Extracted records
-.-.-

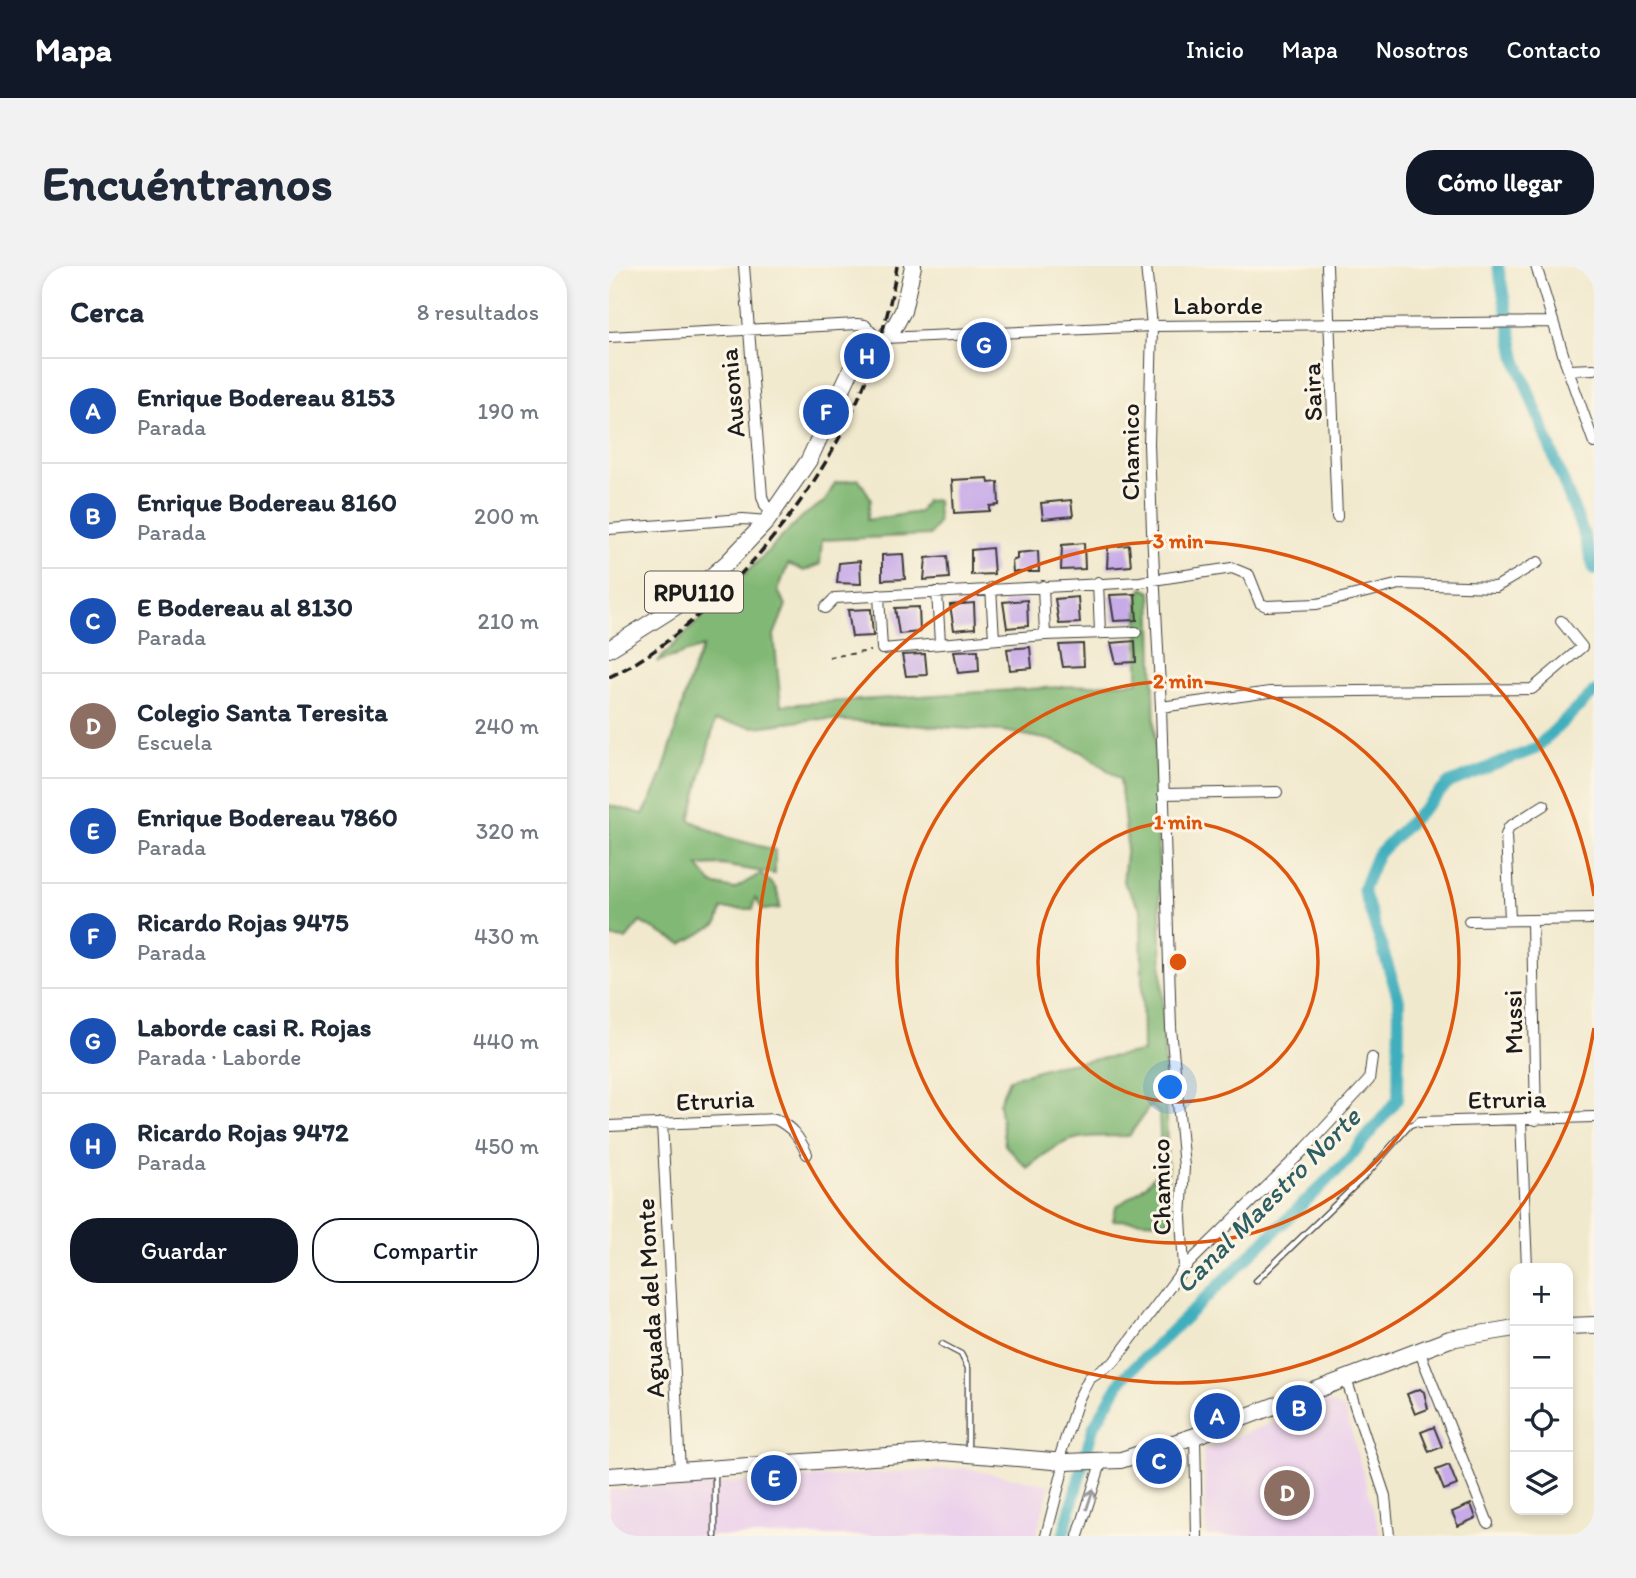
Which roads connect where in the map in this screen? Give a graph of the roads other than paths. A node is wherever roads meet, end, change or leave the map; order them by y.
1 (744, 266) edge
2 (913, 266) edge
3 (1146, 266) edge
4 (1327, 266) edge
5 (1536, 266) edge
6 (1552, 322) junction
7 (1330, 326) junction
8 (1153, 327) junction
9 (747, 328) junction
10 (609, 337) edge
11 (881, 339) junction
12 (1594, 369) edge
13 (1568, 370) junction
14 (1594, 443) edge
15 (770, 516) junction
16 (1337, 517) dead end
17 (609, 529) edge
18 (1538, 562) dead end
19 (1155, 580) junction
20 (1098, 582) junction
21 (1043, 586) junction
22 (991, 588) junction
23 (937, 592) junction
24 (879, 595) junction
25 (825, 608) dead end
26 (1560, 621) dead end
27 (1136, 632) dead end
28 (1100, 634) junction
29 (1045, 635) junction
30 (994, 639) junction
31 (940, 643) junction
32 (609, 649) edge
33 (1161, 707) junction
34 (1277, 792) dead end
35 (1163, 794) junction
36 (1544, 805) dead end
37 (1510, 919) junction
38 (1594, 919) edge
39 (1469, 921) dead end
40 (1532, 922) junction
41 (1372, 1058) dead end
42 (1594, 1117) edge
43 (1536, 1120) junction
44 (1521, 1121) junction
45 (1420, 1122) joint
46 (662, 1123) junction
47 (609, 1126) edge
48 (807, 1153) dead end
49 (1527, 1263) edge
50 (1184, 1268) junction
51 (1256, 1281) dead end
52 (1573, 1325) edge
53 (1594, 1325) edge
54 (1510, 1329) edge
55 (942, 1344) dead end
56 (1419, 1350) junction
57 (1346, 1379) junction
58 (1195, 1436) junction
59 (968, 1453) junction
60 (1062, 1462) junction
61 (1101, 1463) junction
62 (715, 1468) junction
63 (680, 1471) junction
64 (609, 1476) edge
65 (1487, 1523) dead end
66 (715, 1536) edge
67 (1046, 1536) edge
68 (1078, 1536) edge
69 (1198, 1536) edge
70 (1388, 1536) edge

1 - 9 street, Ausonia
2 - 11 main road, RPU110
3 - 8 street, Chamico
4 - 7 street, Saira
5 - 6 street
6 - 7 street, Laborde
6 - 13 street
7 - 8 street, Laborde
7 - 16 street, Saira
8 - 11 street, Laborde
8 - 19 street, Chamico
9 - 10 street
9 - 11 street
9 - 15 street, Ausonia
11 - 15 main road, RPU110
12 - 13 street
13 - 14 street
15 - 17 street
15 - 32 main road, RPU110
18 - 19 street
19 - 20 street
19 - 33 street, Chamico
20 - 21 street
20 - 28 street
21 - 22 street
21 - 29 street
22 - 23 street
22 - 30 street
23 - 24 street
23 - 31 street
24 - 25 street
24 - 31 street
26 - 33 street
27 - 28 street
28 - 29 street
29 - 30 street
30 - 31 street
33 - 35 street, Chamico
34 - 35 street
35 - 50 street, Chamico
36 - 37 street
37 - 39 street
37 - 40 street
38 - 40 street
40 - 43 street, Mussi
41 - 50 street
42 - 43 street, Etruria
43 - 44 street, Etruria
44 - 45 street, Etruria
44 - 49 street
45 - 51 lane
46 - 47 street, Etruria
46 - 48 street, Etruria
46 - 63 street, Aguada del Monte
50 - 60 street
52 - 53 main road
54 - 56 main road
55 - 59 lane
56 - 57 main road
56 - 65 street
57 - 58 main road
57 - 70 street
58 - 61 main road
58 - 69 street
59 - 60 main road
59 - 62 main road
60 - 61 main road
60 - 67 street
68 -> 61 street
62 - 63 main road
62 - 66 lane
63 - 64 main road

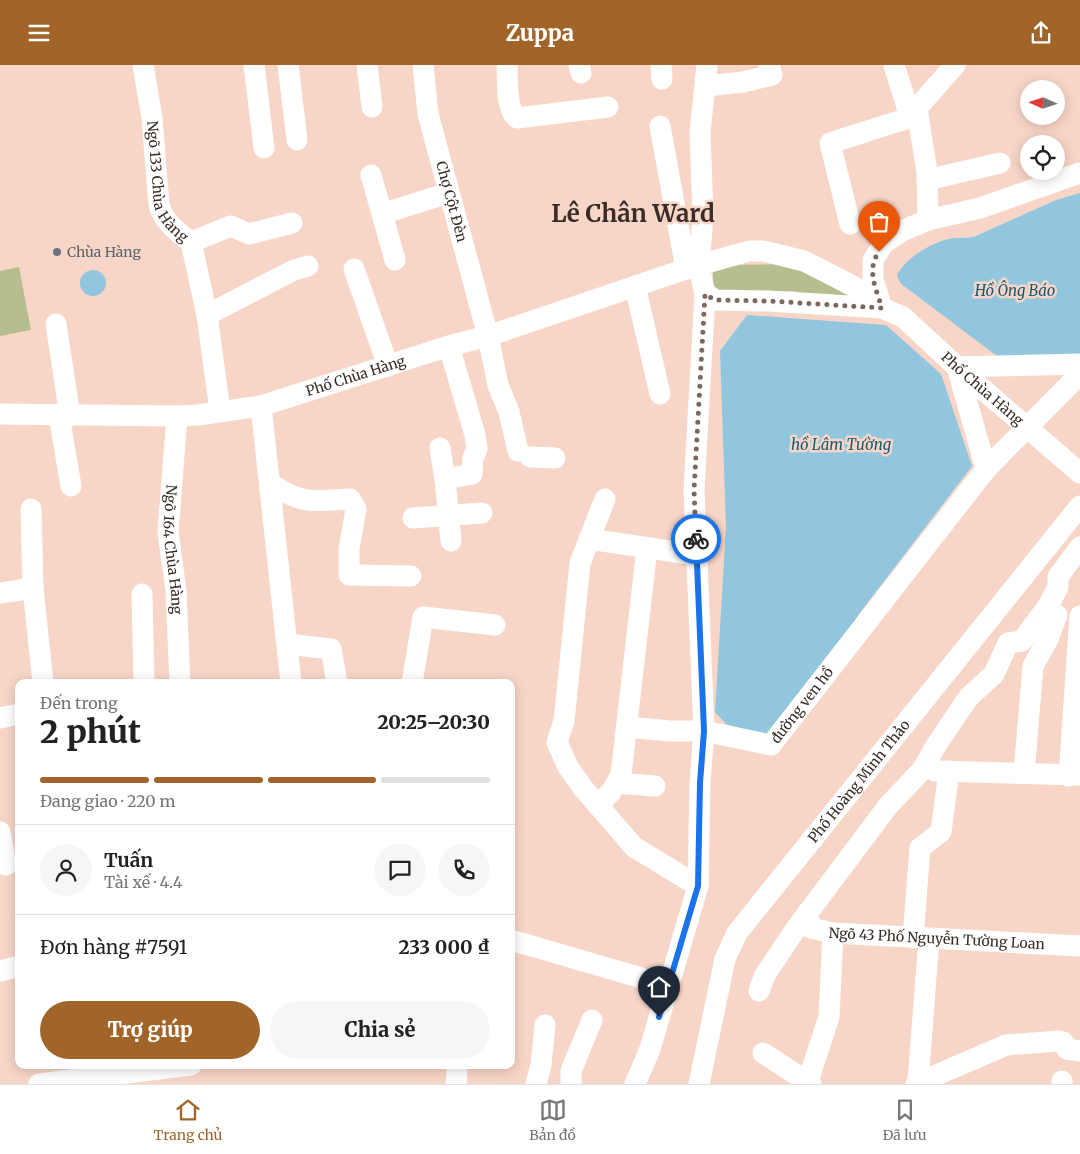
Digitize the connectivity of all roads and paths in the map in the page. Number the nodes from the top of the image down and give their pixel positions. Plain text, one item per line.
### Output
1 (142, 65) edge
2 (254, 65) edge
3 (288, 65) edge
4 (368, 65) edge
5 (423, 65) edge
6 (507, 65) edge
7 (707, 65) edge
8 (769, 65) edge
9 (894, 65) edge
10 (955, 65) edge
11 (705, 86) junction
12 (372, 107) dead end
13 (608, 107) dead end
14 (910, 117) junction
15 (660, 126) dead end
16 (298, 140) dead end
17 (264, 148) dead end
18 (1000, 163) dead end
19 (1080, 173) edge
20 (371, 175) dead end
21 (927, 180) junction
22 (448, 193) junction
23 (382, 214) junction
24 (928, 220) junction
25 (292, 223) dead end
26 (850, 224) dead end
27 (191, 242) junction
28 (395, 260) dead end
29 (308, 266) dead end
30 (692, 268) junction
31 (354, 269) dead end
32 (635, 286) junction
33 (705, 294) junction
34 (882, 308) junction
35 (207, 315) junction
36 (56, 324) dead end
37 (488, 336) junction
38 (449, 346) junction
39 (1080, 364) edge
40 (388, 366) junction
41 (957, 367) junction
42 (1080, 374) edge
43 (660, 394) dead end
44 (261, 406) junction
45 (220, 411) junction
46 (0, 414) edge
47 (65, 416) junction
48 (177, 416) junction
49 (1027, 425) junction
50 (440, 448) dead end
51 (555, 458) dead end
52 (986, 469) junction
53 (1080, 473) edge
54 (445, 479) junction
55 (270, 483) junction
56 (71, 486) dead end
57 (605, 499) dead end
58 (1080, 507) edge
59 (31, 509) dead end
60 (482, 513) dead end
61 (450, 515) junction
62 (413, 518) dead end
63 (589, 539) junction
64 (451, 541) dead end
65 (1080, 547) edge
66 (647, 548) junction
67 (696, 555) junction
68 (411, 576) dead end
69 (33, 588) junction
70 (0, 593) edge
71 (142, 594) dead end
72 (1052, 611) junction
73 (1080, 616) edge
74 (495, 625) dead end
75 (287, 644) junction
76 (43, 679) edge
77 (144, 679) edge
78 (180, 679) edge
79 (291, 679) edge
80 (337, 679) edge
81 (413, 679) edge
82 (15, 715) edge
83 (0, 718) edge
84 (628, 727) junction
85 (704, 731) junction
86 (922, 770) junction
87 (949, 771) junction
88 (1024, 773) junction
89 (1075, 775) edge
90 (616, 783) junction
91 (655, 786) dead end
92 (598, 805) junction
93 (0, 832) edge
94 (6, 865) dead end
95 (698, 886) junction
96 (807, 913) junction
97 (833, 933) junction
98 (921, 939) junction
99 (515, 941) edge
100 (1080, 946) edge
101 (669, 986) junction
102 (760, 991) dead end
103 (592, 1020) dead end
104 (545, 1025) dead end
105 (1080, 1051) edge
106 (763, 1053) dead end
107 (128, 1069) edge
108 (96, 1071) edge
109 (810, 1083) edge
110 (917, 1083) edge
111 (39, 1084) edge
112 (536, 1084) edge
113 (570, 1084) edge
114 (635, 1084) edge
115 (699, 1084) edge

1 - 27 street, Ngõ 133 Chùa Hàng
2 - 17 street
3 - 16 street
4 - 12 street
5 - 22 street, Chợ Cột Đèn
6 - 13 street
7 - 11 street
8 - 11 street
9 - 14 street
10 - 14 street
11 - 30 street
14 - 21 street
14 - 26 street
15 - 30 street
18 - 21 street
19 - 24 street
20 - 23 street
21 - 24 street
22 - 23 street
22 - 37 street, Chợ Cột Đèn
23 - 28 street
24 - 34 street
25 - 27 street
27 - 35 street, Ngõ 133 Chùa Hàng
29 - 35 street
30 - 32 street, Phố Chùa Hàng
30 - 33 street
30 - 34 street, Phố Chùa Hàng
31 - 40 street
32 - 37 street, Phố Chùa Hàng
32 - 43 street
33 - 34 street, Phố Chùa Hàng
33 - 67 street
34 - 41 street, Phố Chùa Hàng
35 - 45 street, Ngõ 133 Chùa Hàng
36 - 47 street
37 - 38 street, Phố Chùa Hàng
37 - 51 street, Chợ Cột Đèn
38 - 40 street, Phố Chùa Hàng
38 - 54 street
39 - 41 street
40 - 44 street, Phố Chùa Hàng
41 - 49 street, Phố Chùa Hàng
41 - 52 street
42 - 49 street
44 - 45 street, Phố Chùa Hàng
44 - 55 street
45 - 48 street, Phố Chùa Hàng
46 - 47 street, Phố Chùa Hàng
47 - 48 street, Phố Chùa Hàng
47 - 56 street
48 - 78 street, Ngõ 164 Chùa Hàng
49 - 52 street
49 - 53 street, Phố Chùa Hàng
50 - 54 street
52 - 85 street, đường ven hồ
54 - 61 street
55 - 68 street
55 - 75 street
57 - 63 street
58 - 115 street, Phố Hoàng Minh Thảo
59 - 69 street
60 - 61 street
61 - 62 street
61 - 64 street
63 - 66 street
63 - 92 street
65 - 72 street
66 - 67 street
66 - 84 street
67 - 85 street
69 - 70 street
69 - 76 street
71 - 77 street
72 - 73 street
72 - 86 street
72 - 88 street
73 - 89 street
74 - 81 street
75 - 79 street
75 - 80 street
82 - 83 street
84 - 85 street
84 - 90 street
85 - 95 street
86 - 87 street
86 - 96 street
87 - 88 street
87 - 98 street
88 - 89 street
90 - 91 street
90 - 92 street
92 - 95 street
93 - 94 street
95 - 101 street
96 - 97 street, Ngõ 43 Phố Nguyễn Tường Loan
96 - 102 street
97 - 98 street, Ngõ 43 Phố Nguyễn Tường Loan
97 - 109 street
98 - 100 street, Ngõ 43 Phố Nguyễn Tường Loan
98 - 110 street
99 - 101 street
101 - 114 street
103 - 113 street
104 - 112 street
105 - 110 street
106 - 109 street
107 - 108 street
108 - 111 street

-.-.-

WORK REQUIRED: Going through the data above, return each line with the word "Tường".

EXERCISE RESULT:
96 - 97 street, Ngõ 43 Phố Nguyễn Tường Loan
97 - 98 street, Ngõ 43 Phố Nguyễn Tường Loan
98 - 100 street, Ngõ 43 Phố Nguyễn Tường Loan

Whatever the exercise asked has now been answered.